About this exercise: Search the material below for the word "Dumont". Copy every line where it is found.

-- Data for review follows --

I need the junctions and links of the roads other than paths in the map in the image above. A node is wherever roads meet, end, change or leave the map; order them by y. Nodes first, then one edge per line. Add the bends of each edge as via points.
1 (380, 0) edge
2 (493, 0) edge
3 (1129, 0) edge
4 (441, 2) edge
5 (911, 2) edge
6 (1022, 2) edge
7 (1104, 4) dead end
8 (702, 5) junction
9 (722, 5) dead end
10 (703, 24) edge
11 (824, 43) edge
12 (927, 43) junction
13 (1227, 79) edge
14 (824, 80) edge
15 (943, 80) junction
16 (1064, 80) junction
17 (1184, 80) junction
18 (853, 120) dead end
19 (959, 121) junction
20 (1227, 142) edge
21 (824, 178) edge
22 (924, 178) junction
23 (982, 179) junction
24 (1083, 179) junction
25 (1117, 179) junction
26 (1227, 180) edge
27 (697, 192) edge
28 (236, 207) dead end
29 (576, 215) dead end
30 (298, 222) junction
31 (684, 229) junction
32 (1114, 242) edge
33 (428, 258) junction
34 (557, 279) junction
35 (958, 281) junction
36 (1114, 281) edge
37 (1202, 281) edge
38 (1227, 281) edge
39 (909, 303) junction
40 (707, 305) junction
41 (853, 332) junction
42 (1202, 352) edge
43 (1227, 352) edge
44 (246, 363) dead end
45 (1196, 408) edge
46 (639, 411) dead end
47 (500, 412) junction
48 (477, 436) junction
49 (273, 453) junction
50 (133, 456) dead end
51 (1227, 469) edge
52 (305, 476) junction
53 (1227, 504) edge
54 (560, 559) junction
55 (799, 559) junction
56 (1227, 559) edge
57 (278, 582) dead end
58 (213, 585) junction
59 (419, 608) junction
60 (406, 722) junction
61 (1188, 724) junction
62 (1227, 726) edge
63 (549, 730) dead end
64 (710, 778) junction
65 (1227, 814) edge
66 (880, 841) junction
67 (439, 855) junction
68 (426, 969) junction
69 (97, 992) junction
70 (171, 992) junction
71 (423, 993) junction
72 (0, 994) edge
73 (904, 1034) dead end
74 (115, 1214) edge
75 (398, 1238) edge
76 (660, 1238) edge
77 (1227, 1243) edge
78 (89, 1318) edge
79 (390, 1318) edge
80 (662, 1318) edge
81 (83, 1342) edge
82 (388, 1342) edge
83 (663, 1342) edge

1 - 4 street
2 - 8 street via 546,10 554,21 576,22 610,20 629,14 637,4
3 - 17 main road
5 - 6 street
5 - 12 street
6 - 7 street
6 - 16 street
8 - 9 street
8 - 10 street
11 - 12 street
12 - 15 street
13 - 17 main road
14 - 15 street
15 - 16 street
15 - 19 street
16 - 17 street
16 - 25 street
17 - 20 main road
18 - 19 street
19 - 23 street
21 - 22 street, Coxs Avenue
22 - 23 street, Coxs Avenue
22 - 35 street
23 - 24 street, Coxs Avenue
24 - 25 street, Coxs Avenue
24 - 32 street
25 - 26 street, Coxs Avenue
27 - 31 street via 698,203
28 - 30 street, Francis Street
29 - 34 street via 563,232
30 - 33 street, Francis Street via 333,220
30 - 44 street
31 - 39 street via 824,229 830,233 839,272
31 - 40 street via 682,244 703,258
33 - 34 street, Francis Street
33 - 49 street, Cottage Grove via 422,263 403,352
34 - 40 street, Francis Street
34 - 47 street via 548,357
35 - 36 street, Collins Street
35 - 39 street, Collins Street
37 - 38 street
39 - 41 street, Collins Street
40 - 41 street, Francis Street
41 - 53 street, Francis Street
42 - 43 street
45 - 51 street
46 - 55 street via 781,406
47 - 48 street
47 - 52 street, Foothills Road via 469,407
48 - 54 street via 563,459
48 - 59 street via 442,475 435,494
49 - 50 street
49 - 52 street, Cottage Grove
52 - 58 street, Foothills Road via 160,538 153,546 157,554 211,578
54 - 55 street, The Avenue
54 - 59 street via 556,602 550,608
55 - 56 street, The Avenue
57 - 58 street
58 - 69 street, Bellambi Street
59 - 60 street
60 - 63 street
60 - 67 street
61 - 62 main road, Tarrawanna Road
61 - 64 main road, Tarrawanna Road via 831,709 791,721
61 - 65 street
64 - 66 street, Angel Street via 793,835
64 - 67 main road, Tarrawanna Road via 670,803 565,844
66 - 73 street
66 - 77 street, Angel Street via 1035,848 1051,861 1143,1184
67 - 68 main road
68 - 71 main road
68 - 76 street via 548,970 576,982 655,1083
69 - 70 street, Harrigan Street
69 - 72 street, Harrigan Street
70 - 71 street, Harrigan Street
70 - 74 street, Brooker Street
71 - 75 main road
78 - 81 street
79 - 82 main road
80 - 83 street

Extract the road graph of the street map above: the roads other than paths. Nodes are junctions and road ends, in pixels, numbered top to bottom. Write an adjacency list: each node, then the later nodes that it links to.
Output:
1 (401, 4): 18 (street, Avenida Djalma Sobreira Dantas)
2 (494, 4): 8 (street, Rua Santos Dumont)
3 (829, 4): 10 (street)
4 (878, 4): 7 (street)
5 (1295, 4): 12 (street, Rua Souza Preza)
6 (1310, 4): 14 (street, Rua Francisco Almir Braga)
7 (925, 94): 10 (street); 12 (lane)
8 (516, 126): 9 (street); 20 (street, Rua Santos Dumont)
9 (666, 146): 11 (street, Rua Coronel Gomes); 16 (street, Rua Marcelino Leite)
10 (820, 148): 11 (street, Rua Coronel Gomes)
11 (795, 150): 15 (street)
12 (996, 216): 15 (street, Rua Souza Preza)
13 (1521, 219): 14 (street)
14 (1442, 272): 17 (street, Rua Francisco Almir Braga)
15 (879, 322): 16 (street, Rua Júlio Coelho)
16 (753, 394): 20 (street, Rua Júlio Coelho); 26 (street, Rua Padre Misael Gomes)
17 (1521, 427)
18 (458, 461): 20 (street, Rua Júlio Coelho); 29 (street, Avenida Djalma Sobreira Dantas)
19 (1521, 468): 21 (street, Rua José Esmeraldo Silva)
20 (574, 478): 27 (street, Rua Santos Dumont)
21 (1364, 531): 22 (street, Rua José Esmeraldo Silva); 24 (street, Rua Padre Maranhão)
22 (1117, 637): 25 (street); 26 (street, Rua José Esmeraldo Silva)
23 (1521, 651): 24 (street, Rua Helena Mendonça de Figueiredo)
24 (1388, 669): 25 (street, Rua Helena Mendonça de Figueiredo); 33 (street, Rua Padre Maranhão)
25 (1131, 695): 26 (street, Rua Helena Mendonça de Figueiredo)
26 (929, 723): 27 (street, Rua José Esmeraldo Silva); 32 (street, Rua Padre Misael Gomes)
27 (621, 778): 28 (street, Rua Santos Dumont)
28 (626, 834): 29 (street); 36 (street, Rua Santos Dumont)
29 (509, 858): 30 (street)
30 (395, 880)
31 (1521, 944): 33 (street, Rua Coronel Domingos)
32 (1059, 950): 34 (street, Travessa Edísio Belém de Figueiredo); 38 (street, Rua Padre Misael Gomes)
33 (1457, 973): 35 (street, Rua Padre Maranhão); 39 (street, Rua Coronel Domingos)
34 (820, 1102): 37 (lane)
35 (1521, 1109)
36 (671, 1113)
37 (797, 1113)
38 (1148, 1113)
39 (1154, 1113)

-- Data for review concluded --

Reply to the task:
2 (494, 4): 8 (street, Rua Santos Dumont)
8 (516, 126): 9 (street); 20 (street, Rua Santos Dumont)
20 (574, 478): 27 (street, Rua Santos Dumont)
27 (621, 778): 28 (street, Rua Santos Dumont)
28 (626, 834): 29 (street); 36 (street, Rua Santos Dumont)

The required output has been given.